`Defence exports have dropped to laughable level`

Defence exports from Ordnance Factories have slided from "a paltry Rs 41.07 crore in 2008-09 to a laughable Rs 12.28 crore in 2009-10. It is a reflection of the nature and quality of items being produced indigenously".

Updated: Feb 06, 2011, 10:05 AM IST

New Delhi: There has been a "total failure" of policies governing foreign and private participation in defence production, with imports rising as high as 75 percent
and exports falling to a meagre Rs 12.28 crore in 2009-10, a former Army officer has said.

Maintaining that all hopes raised by the 2002 Defence Procurement Procedure have been "belied", Maj Gen (Retd) Mrinal Suman said the last decade has been "a chronicle of tall claims, missed opportunities and inability to translate policies into implementable programmes. The current regime has been a total failure".

To buttress his point, Suman, who himself was associated with defence procurement while in office, said imports have climbed to 75 percent rather than dropping to the targeted 30 percent.

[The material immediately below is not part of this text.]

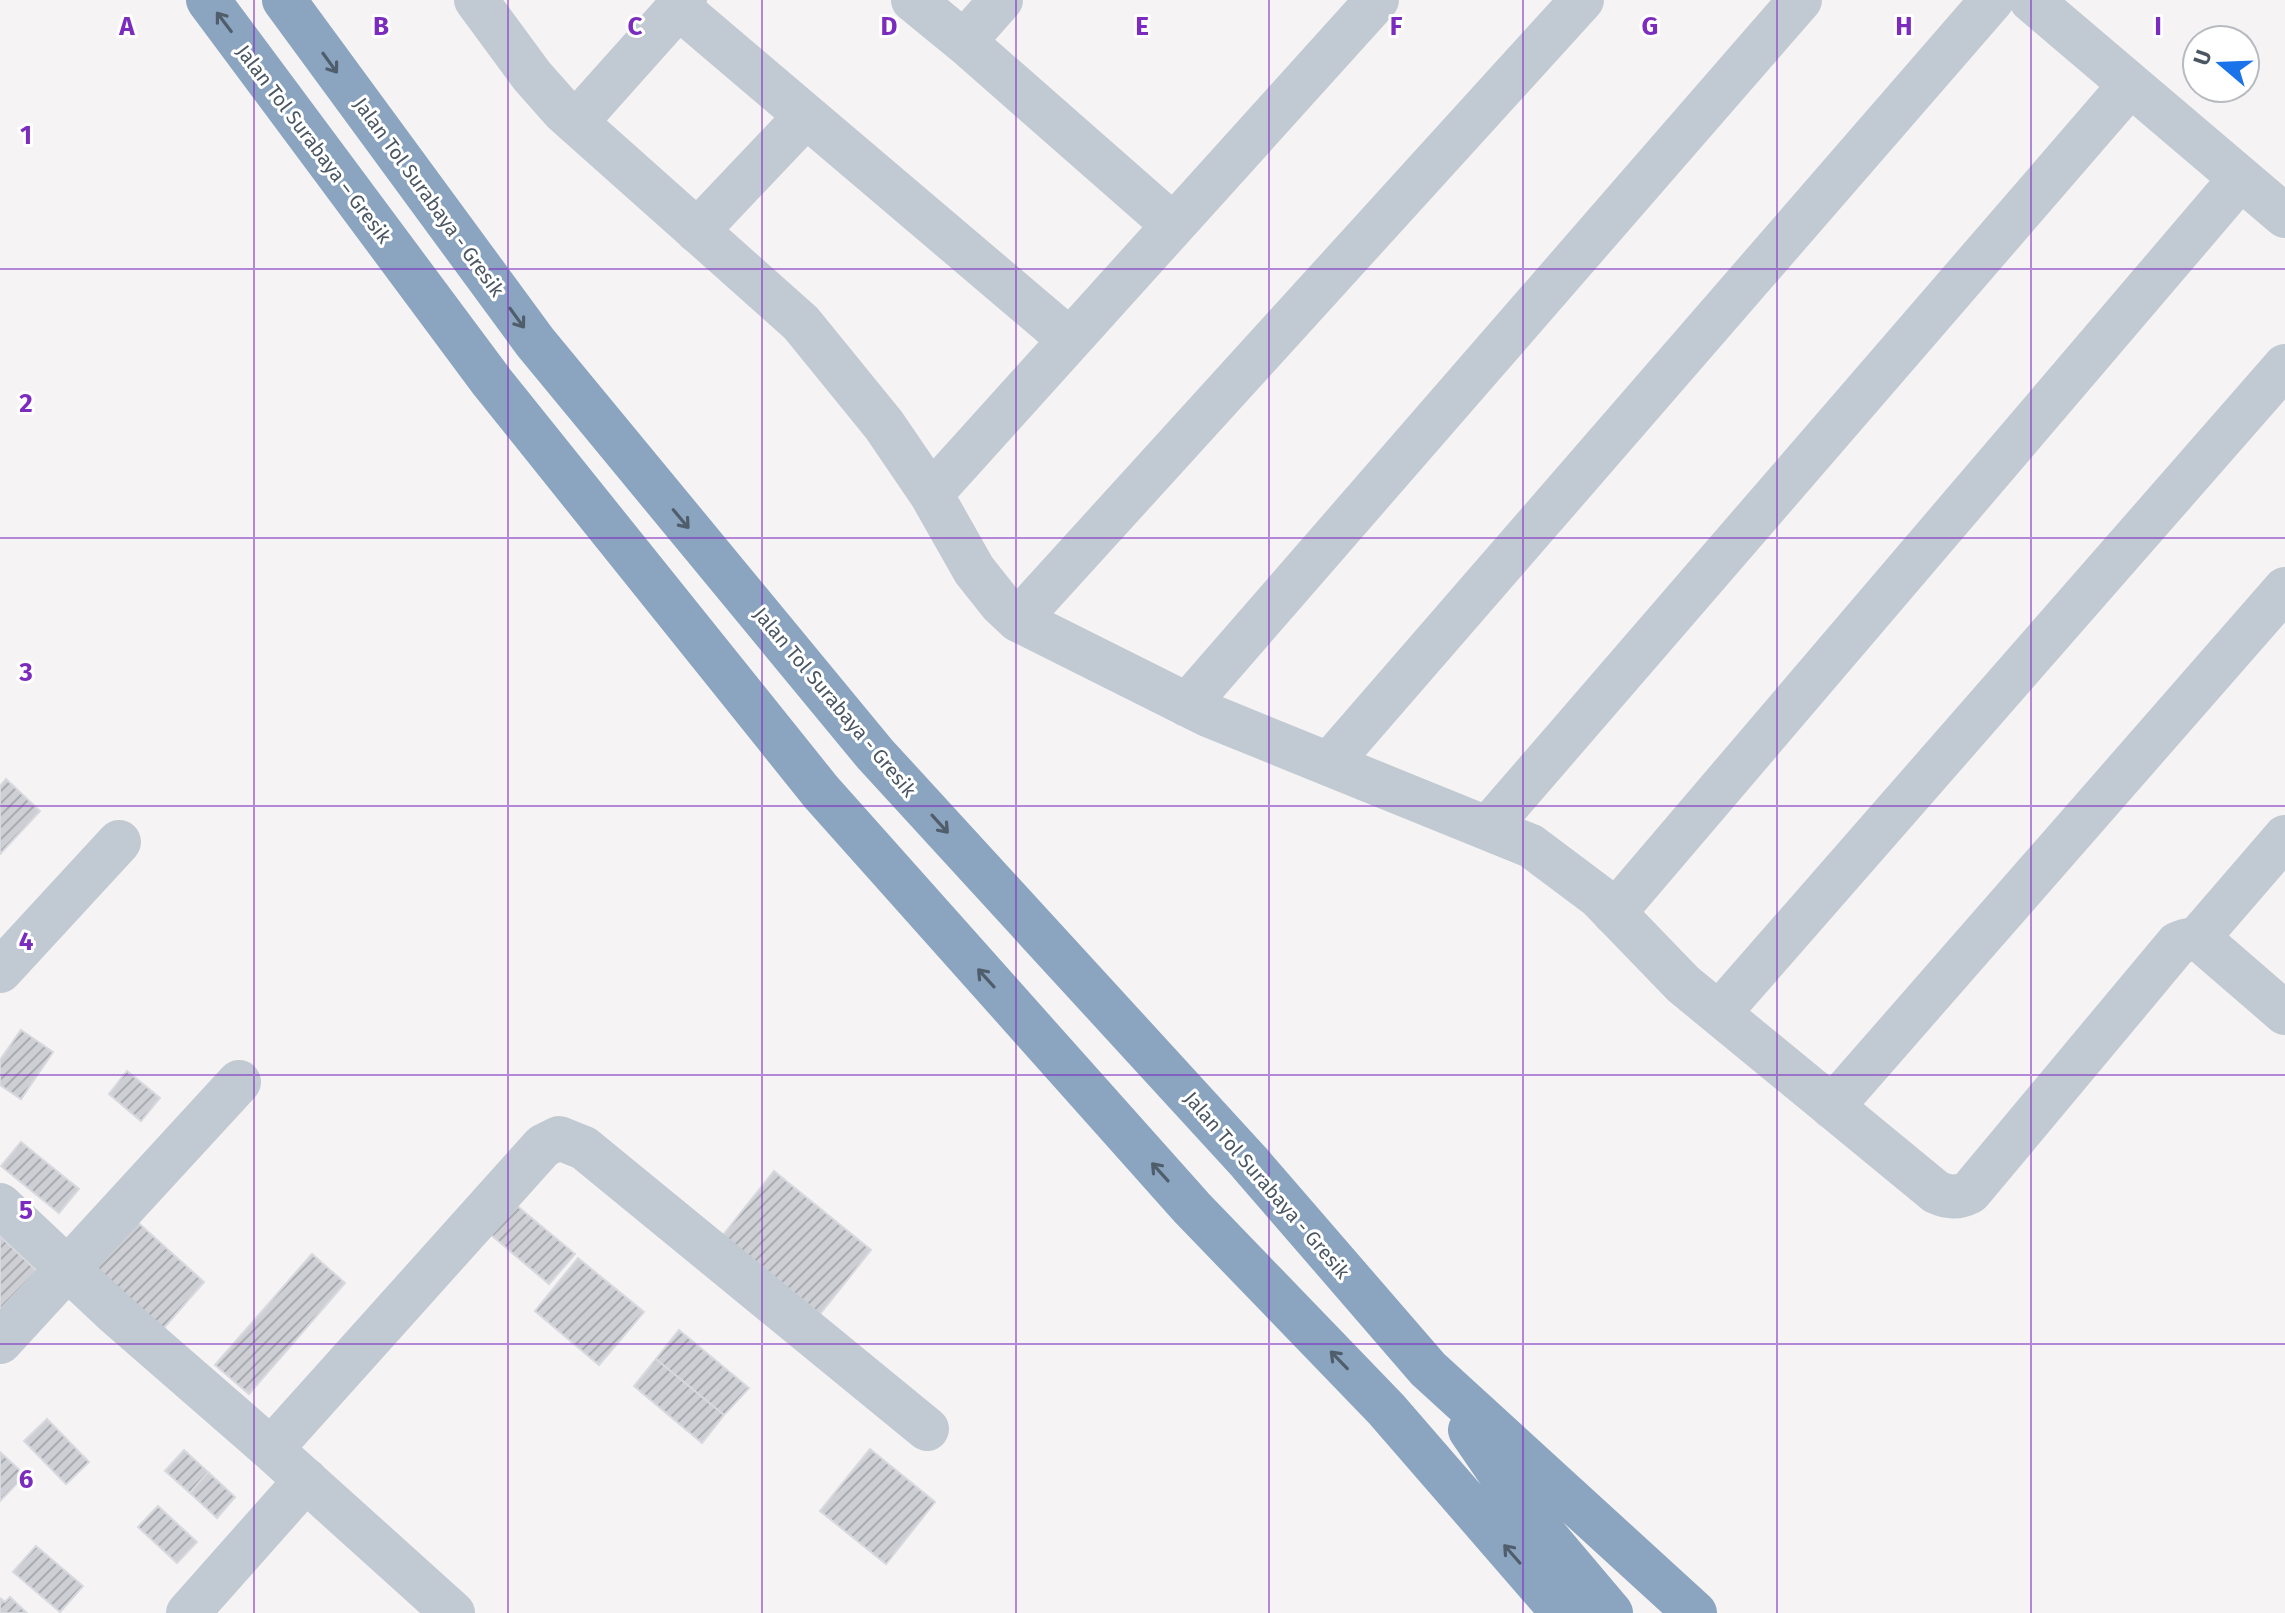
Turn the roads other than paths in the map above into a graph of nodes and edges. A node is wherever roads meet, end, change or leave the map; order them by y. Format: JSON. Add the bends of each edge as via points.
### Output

India has also not been able to produce "a single defence system with cutting-edge technology".

Defence exports from Ordnance Factories have slided from "a paltry Rs 41.07 crore in 2008-09 to a laughable Rs 12.28 crore in 2009-10. It is a reflection of the nature and quality of items being produced indigenously".

"While every critical item is being imported, India continues to be happy producing (aircraft) doors and windows for foreign aviation majors," Suman said in an article in the premier journal `Indian Defence Review`.

Despite "repeated assertions" of the government to integrate private sector in defence industry, "there is little progress on ground. The private sector continues to be a peripheral player" producing some low-tech items and components, he said.

Building a strong case for turning India into a manufacturing hub, he said for this, it was imperative that foreign direct investment (FDI) flows in.

However, FDI should be technology-centric with inherent flexibility. "It could be 26 percent for low-tech products, 51 to 74 percent for matured systems and 75 to 100 percent for cutting-edge technologies," he suggested.

Observing that all countries leverage offset clauses in consonance with their national economic priorities to fill an important technological or economic void, he said, "Strangely, India does not accept technology against offsets."

With the "current flawed policy", offsets were not contributing to upgrading of the indigenous technological base, he said, calling for amending the current offset policy to make transfer of technology the preferred mode.

Asserting that India must become a key player in the global supply chain, Suman made a strong plea for setting up of a multi-disciplinary `Defence Capability Development Board` under the Commerce Ministry to oversee the entire gamut of related activities and act as a single window interface for all entrepreneurs.